▶ What you should do
Beginning at the first line of the data, print each line exactly, stopping after the line that contains "Localize all text and symbols in the screen, one".

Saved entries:
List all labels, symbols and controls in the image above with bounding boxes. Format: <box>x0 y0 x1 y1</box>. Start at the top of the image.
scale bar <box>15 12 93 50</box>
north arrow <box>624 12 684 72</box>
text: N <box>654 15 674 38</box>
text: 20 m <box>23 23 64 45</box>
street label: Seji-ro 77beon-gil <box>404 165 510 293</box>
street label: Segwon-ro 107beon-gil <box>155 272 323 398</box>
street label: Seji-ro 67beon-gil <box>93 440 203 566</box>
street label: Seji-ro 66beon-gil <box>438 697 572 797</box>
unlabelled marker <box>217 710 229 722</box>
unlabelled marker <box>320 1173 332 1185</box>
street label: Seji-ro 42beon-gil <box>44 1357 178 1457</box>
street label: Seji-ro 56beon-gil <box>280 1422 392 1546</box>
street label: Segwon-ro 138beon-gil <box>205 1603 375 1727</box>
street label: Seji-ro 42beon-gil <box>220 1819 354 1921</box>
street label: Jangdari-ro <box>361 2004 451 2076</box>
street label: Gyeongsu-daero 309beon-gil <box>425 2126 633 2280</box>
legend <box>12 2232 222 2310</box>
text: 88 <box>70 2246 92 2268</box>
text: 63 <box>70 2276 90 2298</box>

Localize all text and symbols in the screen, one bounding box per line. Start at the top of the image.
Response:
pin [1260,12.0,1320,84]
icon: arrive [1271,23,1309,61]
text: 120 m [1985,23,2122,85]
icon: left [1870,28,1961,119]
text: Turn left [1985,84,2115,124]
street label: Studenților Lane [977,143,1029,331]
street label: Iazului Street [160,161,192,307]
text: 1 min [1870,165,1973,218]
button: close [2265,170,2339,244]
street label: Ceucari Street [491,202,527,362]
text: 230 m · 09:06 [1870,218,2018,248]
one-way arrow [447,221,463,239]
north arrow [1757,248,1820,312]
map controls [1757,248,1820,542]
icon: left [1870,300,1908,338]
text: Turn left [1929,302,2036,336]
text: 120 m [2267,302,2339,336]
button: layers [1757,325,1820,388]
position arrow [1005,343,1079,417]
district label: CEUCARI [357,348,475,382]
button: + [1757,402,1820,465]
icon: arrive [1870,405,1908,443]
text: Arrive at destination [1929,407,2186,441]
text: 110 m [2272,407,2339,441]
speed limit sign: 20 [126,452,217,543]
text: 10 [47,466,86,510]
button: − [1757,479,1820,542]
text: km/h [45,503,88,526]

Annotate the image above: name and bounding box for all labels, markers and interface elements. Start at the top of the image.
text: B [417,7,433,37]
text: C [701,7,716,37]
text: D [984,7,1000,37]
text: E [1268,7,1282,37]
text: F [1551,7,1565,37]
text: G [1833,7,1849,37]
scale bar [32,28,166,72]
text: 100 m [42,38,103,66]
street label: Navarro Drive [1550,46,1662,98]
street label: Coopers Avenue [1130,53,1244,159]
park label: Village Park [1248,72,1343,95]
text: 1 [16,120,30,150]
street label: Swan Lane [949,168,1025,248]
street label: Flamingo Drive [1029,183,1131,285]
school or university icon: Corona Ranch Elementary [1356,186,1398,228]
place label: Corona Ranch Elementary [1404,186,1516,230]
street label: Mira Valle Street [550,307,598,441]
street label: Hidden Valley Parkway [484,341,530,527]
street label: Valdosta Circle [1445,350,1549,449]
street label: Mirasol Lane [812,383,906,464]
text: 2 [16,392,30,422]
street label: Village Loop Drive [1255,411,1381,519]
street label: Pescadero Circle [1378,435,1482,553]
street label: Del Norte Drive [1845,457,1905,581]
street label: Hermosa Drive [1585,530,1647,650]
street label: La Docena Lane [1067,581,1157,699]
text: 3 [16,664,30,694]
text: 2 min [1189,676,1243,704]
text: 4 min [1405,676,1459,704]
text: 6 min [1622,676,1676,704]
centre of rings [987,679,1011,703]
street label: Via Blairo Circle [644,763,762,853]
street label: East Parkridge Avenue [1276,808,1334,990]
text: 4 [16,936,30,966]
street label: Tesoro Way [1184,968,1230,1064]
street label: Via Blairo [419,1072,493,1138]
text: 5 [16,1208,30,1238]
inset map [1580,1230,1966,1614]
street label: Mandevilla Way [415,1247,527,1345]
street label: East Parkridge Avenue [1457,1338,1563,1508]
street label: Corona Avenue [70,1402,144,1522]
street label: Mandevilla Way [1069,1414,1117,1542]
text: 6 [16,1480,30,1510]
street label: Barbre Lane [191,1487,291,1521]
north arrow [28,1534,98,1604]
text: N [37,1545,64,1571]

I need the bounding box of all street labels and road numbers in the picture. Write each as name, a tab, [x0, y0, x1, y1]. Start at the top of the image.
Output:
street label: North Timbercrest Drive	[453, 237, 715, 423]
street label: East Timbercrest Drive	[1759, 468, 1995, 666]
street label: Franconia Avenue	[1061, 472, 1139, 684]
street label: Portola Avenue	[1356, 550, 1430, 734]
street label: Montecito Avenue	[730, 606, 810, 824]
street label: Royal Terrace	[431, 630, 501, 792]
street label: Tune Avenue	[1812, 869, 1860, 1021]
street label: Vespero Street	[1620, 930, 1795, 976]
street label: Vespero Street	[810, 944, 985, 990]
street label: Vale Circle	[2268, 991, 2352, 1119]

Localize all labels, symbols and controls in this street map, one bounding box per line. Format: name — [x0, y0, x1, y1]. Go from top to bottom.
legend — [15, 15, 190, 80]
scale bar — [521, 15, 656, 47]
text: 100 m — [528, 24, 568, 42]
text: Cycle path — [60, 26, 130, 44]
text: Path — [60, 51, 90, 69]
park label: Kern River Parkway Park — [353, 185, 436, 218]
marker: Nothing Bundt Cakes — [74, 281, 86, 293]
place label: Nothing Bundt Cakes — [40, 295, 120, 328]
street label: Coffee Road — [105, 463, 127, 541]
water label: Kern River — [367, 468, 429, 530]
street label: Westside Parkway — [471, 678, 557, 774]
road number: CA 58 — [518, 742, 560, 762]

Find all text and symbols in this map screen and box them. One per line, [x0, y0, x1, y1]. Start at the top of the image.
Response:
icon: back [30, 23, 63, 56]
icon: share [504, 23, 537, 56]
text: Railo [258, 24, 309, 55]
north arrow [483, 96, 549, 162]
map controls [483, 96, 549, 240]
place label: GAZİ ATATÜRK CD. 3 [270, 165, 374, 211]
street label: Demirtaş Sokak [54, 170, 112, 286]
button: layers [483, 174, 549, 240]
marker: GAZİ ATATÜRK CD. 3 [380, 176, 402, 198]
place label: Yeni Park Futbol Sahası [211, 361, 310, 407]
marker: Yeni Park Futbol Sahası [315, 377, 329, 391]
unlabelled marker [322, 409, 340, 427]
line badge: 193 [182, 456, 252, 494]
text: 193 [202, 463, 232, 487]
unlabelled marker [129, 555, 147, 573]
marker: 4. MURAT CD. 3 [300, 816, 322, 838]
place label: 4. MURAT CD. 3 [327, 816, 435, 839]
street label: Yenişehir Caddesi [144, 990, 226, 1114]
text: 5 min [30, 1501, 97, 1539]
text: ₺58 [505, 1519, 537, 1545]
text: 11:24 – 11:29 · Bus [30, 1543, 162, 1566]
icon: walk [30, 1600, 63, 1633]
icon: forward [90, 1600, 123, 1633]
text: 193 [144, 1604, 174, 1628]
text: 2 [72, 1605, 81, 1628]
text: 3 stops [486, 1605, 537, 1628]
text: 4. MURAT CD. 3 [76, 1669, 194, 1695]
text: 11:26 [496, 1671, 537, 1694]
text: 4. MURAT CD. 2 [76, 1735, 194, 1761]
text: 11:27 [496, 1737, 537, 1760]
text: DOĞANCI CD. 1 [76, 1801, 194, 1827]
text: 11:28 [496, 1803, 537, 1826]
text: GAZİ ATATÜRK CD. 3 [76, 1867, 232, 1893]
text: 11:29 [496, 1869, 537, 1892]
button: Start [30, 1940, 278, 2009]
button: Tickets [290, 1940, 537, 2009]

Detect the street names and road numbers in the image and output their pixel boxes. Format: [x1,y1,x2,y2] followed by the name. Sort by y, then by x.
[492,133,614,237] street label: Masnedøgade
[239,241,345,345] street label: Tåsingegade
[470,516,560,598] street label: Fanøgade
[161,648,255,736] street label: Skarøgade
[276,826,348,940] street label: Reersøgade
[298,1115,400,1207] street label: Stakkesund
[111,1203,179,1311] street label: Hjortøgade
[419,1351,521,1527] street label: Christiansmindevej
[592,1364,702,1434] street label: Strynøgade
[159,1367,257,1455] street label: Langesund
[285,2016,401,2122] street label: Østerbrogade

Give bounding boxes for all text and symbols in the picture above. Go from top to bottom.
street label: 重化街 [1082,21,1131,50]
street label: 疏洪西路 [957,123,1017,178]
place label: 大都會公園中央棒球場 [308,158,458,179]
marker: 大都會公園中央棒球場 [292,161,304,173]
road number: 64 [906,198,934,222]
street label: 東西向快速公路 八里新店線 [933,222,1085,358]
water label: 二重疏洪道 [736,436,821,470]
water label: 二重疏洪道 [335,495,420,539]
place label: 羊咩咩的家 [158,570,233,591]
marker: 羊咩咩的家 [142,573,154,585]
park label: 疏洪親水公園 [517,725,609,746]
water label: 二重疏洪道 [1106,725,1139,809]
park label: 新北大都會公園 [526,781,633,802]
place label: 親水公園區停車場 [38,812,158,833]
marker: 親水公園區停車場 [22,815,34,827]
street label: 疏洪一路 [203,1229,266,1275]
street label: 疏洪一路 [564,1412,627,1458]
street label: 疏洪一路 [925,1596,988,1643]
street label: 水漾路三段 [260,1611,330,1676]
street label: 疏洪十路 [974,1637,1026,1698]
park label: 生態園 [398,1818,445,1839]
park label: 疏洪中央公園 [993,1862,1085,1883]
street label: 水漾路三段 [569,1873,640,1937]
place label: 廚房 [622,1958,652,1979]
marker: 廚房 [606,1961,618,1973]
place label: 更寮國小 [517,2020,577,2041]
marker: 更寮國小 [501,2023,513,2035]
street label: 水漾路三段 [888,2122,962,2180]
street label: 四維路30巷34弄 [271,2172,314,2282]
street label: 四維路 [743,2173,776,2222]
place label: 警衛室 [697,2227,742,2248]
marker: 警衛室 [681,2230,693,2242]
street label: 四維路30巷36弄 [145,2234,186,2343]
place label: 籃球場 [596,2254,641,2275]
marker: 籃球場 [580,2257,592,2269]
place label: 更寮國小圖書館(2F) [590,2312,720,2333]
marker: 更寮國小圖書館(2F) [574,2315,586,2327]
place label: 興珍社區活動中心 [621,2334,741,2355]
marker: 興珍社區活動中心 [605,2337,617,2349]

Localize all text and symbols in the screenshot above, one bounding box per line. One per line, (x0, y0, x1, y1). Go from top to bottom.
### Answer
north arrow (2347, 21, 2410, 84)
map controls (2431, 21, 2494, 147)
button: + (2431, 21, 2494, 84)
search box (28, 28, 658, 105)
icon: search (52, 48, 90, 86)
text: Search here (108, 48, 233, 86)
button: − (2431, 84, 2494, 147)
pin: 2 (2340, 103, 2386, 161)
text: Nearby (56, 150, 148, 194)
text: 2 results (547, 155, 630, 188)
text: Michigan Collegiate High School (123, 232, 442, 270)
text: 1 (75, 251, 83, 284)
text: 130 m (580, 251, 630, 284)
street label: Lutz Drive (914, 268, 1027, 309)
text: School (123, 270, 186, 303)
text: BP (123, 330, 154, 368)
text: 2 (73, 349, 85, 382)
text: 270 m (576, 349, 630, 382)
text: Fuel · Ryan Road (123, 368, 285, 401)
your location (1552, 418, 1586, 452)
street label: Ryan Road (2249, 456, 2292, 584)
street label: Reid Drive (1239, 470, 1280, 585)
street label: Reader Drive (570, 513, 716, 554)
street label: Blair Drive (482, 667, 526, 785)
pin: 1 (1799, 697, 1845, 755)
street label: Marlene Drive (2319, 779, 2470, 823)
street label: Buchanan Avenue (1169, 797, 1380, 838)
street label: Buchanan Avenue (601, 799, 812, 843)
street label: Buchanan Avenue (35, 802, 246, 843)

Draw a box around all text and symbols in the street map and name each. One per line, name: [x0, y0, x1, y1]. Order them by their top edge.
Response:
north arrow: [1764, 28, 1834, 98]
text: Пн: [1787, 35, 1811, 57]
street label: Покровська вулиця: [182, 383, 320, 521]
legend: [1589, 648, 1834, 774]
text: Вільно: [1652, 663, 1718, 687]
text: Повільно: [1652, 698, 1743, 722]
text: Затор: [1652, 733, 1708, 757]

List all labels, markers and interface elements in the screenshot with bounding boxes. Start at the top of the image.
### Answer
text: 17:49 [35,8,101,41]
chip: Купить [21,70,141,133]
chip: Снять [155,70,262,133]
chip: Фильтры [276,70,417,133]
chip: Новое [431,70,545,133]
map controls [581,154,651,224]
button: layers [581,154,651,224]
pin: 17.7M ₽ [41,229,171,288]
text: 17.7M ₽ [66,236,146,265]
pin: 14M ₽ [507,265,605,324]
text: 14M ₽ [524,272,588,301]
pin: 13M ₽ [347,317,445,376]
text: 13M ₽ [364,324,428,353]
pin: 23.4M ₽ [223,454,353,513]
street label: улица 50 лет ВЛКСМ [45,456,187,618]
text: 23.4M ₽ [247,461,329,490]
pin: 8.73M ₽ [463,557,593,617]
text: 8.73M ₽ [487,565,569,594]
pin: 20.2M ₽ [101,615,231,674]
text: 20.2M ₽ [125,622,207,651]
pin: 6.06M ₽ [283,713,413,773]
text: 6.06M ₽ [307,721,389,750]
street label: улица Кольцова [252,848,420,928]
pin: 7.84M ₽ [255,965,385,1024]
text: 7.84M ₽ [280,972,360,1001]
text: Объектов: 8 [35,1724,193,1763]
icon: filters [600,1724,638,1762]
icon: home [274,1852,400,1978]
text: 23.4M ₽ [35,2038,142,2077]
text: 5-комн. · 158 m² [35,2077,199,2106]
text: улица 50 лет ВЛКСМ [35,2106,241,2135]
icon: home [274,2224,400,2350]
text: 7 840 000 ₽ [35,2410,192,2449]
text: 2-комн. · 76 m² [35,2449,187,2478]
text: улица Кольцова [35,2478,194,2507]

▶ Answer
List all labels, symbols and controls in the image above with bounding boxes. Format: <box>x0 y0 x1 y1</box>. Start at the top of the image.
scale bar <box>15 12 93 50</box>
north arrow <box>624 12 684 72</box>
text: N <box>654 15 674 38</box>
text: 20 m <box>23 23 64 45</box>
street label: Seji-ro 77beon-gil <box>404 165 510 293</box>
street label: Segwon-ro 107beon-gil <box>155 272 323 398</box>
street label: Seji-ro 67beon-gil <box>93 440 203 566</box>
street label: Seji-ro 66beon-gil <box>438 697 572 797</box>
unlabelled marker <box>217 710 229 722</box>
unlabelled marker <box>320 1173 332 1185</box>
street label: Seji-ro 42beon-gil <box>44 1357 178 1457</box>
street label: Seji-ro 56beon-gil <box>280 1422 392 1546</box>
street label: Segwon-ro 138beon-gil <box>205 1603 375 1727</box>
street label: Seji-ro 42beon-gil <box>220 1819 354 1921</box>
street label: Jangdari-ro <box>361 2004 451 2076</box>
street label: Gyeongsu-daero 309beon-gil <box>425 2126 633 2280</box>
legend <box>12 2232 222 2310</box>
text: 88 <box>70 2246 92 2268</box>
text: 63 <box>70 2276 90 2298</box>

Localize all text and symbols in the screen, one bounding box per line. Start at the top of the image.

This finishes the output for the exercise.